The owners gave Camilleri complete creative control; he then went on to devise the unique additions to the streetscape. Speaking fondly of his creations and always referring to them as individuals, Camilleri says he tried to inject “love and humour and a bit of fun” into the scenes. His favourite is the hapless fisherman that still presides over Marrickville Seafood. “It’s a bit of a funny one, his motor is broken, he’s lost his way and he’s run into a shark.”

There’s also two gents atop a dentist (formerly a menswear store). Victoria Yeeros is still home to a cook busily slicing meat from his vertical rotisserie, while three punters enjoy a beer on the awning of The Royal Exchange. The flamboyant banana, once the mascot of Banana Joe’s grocery, now presides over a Woolworths Metro and the woman getting a blow wave is above the still trading Fernandos’ Hair Design.

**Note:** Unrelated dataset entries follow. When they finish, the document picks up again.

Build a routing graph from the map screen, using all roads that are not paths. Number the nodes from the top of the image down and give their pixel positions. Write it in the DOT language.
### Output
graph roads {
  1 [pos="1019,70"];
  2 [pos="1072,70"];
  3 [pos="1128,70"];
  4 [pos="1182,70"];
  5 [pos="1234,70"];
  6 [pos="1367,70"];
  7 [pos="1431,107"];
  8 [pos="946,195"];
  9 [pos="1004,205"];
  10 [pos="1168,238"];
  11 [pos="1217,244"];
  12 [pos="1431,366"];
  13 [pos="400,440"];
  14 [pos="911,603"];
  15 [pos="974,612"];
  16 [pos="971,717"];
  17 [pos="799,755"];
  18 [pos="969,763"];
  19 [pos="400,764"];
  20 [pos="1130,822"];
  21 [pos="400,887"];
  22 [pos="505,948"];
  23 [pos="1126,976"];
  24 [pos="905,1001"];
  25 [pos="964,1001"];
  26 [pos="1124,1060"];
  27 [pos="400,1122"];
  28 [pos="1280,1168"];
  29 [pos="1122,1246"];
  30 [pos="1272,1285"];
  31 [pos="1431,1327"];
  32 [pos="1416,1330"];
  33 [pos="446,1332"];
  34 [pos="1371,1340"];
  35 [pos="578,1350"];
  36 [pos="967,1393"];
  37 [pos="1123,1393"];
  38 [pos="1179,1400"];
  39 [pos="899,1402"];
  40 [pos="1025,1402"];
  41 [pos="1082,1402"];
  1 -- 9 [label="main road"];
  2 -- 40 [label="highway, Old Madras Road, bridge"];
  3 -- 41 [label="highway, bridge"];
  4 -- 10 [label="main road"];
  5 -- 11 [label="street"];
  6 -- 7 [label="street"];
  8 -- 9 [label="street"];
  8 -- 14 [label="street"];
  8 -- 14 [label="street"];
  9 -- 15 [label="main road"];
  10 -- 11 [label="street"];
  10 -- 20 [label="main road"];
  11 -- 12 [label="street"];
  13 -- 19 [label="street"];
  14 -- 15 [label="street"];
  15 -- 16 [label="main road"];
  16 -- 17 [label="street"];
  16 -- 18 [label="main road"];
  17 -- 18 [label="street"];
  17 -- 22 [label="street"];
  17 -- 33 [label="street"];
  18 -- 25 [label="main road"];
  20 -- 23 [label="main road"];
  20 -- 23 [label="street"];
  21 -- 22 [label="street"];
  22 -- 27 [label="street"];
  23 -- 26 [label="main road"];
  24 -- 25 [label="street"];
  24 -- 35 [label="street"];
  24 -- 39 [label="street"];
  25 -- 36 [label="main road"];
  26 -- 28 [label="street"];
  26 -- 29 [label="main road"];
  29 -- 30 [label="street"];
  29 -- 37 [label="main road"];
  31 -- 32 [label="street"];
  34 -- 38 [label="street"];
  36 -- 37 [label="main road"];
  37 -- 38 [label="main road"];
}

Growing up in Ascot Vale in Melbourne, Camilleri studied at Niddrie Tech, training in carpentry and metalwork. He especially enjoyed the clay modelling classes. He says while he’s never had any formal sculpting training, “art has always been in my soul – it’s just a natural thing with me”.

Camilleri’s creative process begins with sketching before moving designs onto 2.4 by 1.2-metre steel sheeting – the “same material as your car door” – which he then cuts into panels before manipulating them like over-sized origami into the “figurines” as he calls them. Every strand of hair and shoelace is painstakingly made and individually fitted before the entire piece is dipped in a bath of pure zinc to prevent damage from the elements once installed. Then they’re sanded back and hand-painted with sign-writer’s paint, “similar to auto paint”, using both hand- and airbrushing. He says each figure took him about three weeks to complete.

After a 10-month creation process, the 17 steel figures, each weighing between 20 to 30 kilograms, and their respective accoutrements – tables, chairs, palm trees and even an entire front bar, were bubble-wrapped, bundled into a three-tonne truck and driven by Camilleri from his steel fabrication workshop in Melbourne to the streets of Marrickville to begin their decades-long reign. It took him about eight days to install the scenes.

Camilleri has continued to visit his creations for an annual check-up, never missing a trip until the pandemic hit. It’s now been three years since he last went to tighten their nuts and bolts, give them a good clean and touch up any paint damage. “I’m going to try and get up there around November, I reckon they’re a bit overdue for some love.”